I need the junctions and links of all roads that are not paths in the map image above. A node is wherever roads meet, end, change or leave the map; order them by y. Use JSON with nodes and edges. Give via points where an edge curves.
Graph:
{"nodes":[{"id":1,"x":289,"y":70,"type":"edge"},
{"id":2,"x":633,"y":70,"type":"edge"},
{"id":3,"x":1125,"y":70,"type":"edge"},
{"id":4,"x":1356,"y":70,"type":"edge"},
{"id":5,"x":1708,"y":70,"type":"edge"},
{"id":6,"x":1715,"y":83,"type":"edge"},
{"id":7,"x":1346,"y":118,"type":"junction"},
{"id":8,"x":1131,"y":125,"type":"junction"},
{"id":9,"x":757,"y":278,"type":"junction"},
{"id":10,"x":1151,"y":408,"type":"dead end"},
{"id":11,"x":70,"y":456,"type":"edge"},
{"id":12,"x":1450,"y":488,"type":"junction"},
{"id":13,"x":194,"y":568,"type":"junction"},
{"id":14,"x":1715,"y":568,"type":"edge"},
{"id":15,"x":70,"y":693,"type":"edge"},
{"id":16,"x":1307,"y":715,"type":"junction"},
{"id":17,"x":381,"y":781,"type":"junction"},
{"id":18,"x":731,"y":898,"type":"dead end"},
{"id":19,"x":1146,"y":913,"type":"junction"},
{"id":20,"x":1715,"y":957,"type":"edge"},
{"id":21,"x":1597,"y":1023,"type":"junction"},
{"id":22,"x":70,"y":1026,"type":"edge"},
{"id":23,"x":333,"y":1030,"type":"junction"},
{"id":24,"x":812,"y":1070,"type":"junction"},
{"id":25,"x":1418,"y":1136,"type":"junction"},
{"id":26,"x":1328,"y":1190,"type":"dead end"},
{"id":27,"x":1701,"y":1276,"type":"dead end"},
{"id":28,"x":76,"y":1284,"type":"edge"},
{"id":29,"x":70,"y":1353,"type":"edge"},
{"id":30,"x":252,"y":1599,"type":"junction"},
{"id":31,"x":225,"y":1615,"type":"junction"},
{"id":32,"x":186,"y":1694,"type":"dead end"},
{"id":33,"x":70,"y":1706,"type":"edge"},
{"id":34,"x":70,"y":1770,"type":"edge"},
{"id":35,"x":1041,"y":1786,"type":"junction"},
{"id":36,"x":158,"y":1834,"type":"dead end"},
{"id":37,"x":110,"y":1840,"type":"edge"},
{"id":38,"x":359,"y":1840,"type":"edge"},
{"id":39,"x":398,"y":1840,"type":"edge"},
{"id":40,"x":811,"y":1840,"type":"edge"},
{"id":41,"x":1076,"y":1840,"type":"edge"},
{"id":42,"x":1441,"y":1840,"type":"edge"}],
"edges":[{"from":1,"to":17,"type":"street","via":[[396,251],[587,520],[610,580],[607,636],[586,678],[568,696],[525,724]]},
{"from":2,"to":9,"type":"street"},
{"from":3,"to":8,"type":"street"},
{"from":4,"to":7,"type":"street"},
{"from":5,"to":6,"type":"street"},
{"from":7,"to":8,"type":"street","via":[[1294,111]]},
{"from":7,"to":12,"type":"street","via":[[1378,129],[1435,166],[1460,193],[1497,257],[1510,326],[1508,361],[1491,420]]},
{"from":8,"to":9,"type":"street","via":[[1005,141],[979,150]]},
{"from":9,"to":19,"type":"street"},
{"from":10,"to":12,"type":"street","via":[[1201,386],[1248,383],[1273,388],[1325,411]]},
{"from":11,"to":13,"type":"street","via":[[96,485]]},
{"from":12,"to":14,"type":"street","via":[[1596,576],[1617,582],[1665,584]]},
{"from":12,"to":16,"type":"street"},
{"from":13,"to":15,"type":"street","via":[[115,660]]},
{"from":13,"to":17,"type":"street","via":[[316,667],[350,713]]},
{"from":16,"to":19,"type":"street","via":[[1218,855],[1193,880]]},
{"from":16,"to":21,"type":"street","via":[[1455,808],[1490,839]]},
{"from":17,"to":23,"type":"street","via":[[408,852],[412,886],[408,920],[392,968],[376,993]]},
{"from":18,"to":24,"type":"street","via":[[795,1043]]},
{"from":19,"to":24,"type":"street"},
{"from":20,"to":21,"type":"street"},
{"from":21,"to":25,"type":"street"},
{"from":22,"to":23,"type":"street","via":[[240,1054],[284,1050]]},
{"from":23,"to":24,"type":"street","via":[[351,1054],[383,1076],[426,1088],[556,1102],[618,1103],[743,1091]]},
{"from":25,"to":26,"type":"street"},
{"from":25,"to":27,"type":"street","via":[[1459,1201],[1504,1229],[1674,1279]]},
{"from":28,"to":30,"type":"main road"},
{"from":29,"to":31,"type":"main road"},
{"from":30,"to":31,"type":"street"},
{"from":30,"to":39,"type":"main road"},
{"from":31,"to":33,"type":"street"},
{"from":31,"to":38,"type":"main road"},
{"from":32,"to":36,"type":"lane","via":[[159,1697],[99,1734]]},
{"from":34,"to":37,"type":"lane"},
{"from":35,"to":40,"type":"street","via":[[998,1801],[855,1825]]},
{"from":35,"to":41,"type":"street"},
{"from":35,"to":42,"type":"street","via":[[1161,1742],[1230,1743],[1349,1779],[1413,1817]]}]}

★ ★ ★

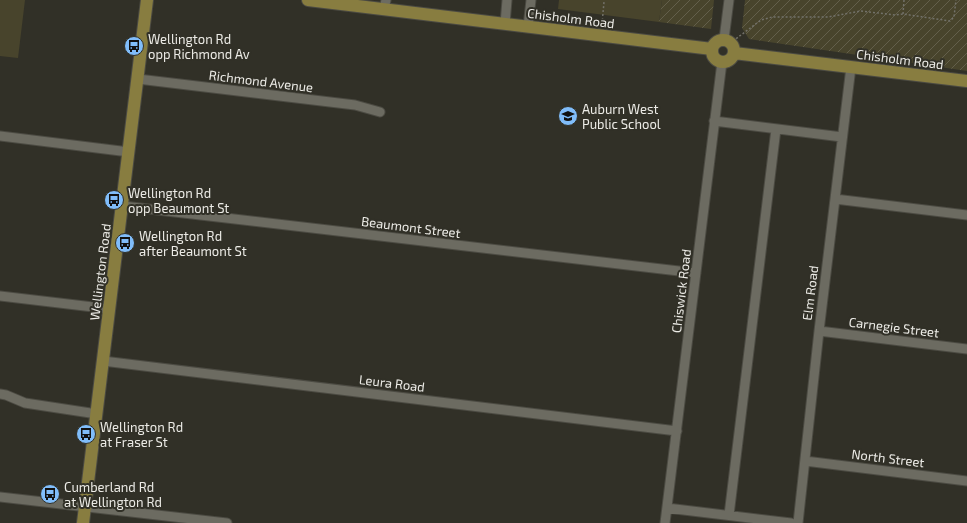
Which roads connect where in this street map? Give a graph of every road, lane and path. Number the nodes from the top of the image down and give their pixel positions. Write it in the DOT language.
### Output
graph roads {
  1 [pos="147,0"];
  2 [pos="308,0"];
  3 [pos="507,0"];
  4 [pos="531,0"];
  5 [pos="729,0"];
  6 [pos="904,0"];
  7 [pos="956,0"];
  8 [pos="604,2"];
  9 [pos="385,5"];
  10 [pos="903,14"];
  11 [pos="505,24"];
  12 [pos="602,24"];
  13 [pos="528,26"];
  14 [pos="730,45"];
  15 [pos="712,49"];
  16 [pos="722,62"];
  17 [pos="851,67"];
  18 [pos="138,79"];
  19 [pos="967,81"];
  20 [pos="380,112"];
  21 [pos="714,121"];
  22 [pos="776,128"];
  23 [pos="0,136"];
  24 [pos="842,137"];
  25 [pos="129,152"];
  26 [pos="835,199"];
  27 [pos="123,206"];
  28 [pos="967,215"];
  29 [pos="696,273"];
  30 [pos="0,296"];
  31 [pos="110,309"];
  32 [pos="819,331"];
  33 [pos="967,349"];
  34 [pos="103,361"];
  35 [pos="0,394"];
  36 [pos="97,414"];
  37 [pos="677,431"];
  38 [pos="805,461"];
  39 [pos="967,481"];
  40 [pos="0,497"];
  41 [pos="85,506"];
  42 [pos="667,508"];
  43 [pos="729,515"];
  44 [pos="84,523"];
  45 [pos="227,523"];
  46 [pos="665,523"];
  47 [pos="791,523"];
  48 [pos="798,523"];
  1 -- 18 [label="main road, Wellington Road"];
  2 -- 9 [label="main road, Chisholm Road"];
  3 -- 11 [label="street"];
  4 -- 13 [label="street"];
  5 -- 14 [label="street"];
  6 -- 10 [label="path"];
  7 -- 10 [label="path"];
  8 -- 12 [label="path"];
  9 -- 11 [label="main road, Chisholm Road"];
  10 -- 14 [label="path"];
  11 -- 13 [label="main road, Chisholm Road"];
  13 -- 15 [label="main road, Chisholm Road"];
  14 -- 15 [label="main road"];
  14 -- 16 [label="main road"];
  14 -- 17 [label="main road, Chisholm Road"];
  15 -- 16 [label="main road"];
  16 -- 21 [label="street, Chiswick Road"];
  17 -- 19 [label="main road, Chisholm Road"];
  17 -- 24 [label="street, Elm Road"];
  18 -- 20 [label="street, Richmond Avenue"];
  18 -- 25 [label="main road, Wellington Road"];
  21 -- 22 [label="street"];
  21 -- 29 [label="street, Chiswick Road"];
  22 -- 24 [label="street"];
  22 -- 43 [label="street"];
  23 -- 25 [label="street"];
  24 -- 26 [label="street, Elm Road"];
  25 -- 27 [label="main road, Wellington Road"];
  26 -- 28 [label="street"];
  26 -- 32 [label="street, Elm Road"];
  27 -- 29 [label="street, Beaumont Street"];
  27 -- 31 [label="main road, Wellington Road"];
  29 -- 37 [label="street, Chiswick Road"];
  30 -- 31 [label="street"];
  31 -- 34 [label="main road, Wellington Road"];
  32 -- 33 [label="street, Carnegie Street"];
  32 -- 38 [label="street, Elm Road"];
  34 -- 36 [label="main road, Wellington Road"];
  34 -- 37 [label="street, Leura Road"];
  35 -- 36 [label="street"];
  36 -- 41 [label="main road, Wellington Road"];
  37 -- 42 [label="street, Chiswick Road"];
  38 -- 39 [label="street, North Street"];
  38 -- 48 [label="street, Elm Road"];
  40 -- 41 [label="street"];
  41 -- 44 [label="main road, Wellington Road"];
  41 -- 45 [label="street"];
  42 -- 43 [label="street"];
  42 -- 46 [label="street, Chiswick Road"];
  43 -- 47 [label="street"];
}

★ ★ ★

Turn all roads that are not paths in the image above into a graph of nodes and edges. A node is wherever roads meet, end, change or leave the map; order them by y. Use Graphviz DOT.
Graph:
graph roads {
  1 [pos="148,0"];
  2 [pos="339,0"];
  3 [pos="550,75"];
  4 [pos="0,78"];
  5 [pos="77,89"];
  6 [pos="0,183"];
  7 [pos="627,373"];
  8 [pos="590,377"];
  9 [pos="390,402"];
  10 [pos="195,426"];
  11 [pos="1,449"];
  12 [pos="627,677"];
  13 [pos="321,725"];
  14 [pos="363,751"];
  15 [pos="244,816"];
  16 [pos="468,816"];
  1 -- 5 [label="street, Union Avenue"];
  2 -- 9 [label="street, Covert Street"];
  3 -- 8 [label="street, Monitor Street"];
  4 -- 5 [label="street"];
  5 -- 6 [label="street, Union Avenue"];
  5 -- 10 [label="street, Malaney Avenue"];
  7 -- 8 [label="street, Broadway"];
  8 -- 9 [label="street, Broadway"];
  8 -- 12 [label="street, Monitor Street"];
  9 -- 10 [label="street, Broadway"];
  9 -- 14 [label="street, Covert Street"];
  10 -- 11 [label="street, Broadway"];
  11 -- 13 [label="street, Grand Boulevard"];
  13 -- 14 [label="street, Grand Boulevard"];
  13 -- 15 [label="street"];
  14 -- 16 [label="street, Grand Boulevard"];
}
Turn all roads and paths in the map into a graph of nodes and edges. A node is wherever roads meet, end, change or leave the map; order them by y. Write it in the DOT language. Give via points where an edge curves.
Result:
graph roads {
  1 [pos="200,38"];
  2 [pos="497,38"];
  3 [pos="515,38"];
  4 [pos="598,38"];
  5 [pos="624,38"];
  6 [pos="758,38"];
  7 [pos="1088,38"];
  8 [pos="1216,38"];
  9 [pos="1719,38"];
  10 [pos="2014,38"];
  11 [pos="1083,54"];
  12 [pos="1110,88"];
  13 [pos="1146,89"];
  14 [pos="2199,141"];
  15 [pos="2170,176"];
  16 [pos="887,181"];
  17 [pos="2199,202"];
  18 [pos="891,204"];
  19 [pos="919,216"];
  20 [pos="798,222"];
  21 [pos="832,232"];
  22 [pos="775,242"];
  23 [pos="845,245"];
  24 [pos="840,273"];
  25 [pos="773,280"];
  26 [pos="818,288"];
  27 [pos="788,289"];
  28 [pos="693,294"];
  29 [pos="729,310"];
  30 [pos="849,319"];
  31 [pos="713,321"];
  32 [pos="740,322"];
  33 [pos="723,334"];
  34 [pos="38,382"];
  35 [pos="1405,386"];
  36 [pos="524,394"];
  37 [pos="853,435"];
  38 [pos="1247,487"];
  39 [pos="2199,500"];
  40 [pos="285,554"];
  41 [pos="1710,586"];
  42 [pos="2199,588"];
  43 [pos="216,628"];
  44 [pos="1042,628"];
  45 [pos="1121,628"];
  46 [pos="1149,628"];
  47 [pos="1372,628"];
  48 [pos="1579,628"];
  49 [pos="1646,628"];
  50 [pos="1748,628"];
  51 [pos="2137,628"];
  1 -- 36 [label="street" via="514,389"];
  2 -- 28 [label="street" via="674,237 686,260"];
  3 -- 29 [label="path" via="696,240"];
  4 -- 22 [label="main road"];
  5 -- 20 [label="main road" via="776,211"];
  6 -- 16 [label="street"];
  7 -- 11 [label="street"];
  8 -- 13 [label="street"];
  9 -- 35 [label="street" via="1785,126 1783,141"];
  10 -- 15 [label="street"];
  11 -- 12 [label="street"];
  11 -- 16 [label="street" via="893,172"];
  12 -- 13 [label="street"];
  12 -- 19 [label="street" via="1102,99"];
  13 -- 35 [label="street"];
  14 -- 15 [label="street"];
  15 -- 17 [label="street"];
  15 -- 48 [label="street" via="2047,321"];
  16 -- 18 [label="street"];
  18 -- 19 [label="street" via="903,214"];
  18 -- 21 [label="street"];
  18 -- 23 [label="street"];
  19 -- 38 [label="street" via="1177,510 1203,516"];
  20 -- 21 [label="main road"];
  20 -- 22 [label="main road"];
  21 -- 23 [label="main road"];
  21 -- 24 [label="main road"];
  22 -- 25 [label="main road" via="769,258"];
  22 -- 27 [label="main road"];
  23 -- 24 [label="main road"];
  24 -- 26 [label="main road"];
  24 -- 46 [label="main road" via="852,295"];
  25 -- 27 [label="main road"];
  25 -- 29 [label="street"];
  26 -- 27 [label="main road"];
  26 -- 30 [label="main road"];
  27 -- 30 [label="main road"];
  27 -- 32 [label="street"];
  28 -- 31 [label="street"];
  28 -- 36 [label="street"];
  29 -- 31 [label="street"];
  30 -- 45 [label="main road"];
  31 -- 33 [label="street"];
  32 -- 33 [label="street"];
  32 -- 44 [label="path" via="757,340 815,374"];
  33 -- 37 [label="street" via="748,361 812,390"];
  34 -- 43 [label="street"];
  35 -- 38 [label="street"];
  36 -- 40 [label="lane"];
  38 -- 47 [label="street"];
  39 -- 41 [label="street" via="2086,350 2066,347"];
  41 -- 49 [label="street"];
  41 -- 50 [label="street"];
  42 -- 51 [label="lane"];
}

★ ★ ★

▶ [TO DO]: The string "Union": state how many lines above contain it, giving nothing but the number.

▶ [RESPONSE AREA]: 2